----- RECORD EXTRACTS -----

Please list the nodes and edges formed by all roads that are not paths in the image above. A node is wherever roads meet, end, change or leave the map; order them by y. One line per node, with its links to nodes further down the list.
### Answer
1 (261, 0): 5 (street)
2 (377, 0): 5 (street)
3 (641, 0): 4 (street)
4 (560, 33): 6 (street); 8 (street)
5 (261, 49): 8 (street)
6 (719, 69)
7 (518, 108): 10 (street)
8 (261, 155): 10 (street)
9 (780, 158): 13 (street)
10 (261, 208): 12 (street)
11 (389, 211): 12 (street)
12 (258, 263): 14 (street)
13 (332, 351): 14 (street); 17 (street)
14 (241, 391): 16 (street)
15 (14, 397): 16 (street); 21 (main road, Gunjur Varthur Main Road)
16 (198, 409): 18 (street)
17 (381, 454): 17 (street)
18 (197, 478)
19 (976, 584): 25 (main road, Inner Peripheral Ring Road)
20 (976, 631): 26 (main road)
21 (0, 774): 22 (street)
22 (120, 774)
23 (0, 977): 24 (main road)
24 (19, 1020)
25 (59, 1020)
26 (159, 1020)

-----
----- RECORD EXTRACTS -----

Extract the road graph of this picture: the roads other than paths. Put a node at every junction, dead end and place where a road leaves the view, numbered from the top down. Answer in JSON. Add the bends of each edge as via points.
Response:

-----

WHAT TO WORK ON:
Look through the records and give only the number of lines where the string "node" appears.

WRITTEN REPLY:
2